CLO Thomas Kim supports transformation project at Thomson Reuters

Variety of roles in different countries over 22 years gave Kim a broad understanding of the business

CLO Thomas Kim supports transformation project at Thomson Reuters

After more than 22 years at Thomson Reuters, Thomas Kim has tried his hand in multiple different areas of the business, and he has worked in different countries around the world – experiences that serve him well in his current role as chief legal officer and company secretary. The job has taken him on foreign assignments in locations including California, New York, Conneticut, Hong Kong, Shanghai, Beijing and Toronto. This global experience gave him a broader perspective of different cultures and different ways of doing things.

“It’s really deadly as a lawyer to assume that what you know and how you do things is exactly the way you should be doing them and how exactly they work somewhere else,” says Kim.

During his time in China, Kim took on a variety of roles outside of legal including running the business and owning the profit and loss, which gave him a deeper understanding of the business. He also ran the technology function for Thomson Reuters in the US. These roles greatly influenced his behaviour and his thinking.

“I have done pretty much everything, which is nice because I have a perspective about different parts of the business and I have a connection with them,” says Kim, who currently leads the legal team of roughly 100 people. “There’s no better way for any lawyer to really understand how difficult it is for our go-to-market colleagues to do their job than to do it yourself. Having that diversity of experience from working in different areas of the business means that you’re a better person to think holistically about the challenges and opportunities from all different angles.”

Kim and his team are deeply involved in supporting the Canadian-based multinational media company through a two-year transformation journey, dubbed the “Change Program” which was announced in February 2021. The company will transition from a holding company to an operating company, and from a content provider to a content-driven technology company.

As part of the Change Program, Kim is driving a culture of encouraging everyone to share their ideas – even the more junior lawyers who may previously have been less willing to take a risk.

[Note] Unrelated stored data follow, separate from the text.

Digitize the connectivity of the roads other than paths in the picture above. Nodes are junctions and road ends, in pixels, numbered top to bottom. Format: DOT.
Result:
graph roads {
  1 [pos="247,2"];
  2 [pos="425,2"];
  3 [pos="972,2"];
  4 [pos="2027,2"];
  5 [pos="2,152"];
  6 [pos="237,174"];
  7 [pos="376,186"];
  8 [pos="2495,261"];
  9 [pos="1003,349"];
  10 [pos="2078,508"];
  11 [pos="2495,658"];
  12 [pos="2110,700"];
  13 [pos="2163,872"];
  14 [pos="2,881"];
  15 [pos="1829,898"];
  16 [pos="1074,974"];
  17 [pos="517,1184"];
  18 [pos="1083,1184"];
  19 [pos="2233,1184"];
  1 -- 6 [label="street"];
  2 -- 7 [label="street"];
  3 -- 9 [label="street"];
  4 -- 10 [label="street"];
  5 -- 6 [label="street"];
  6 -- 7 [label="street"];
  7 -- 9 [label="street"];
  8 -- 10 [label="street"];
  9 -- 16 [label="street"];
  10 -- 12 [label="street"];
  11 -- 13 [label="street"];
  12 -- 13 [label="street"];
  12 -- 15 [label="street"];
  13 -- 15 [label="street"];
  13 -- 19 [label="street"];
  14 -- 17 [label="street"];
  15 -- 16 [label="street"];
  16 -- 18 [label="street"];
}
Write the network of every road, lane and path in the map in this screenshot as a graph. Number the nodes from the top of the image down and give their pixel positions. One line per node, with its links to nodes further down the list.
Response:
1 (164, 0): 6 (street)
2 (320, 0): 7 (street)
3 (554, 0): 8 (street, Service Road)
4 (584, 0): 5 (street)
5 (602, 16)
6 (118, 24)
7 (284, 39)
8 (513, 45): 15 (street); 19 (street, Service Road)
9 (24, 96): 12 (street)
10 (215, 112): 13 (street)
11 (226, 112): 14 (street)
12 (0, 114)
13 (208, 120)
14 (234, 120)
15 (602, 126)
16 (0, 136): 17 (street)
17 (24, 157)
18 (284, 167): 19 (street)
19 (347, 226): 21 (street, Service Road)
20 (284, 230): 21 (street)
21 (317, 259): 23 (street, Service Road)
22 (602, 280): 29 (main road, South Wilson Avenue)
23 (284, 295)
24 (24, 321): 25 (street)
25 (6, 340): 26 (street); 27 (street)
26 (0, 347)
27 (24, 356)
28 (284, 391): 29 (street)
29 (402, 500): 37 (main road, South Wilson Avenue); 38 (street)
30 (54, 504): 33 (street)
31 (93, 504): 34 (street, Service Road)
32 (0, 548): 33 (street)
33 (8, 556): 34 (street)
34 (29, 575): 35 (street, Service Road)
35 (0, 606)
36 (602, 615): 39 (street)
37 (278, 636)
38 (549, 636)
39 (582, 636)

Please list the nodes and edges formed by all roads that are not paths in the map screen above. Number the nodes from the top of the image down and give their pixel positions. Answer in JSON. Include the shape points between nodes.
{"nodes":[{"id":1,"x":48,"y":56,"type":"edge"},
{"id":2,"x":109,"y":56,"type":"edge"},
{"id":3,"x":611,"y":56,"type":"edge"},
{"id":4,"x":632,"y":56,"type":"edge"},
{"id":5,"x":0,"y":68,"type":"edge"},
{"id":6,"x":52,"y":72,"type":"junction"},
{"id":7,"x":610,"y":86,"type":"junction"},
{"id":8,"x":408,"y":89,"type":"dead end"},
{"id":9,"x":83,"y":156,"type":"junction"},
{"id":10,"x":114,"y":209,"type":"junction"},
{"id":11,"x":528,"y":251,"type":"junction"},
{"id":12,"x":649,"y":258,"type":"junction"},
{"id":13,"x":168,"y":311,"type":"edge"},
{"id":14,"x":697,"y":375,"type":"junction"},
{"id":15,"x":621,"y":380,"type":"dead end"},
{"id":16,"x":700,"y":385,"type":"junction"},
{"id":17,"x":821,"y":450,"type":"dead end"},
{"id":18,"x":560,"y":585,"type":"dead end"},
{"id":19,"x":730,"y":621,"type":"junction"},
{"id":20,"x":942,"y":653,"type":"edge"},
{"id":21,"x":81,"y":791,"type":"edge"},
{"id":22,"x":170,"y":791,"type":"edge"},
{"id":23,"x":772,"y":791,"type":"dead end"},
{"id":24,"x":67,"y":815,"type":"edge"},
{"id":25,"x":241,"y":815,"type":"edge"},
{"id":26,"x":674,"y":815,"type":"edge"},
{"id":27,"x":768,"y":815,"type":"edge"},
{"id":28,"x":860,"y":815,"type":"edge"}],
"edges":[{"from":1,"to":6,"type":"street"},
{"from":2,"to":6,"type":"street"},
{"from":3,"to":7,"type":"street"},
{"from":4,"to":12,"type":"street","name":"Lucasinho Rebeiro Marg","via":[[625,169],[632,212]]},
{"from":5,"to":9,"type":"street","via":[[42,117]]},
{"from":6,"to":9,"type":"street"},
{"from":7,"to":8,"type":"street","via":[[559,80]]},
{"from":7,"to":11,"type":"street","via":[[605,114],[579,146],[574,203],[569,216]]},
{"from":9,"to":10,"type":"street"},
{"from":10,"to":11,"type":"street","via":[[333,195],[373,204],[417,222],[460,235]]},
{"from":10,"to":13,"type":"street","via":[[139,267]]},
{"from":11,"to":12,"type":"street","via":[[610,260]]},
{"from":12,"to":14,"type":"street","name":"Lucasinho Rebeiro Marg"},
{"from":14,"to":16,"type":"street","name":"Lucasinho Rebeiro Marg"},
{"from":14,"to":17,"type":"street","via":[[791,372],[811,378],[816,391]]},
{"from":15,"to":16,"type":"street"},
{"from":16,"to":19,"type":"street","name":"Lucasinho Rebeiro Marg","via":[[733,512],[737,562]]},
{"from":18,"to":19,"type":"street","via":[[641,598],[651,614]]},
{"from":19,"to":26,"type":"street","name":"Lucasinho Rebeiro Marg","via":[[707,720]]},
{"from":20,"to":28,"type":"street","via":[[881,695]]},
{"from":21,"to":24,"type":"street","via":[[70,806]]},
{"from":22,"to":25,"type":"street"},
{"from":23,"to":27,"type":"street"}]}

In an effort to encourage his team to focus on technology and technological innovation, for example, Kim deconstructed the “top-down” structure within the department to encourage people at all levels to bring their innovation ideas forward.

“What has been the most impressive to me is the innovation and creativity at the grassroots level from people having their own ideas, and being okay with the possibility that it might not work,” says Kim. “We encourage people to be willing to fail because the learnings you get from that ultimately could be way more valuable than anything else you could have done.”

In his role as chief legal officer and company secretary, Kim’s primary objective is to enable the growth of the company. In addition to leading the global legal department and overseeing enterprise compliance and risk management, Kim also sees himself as a guardian of ethics, culture and brand values for the Thomson Reuters brand. He also strives to guide his team to do more high-value work and to automate lower-value routine work.

When selecting law firm partners, Kim looks for excellence in the quality of work above all else. He seeks out firms that fully understand what Thomson Reuters is trying to achieve from a business perspective.

“A law firm that doesn’t understand what we’re trying to achieve could waste a lot of time and a lot of our money in generating legal output that doesn’t advance what we’re trying to do,” he says. Equally important to Kim is diversity and inclusion. He has been upfront with firms in letting them know that if all other things are equal, the firm with a more diverse team will be favoured.

As 2022 approaches, Kim is preparing for many possible challenges that may arise, including navigating the hybrid work model, and ensuring that his team remains happy and motivated. He is also working to stay abreast of shifting laws and regulations, and the rapid pace of technological change. Another key priority for the year ahead is to continue supporting the organization through its ongoing Change Program.

“I couldn’t be more excited about our long-term strategy,” says Kim. “I want to make sure than whatever we do in 2022 to hit our short-term objectives also really supports what we’re trying to do in terms of our long-term objectives.”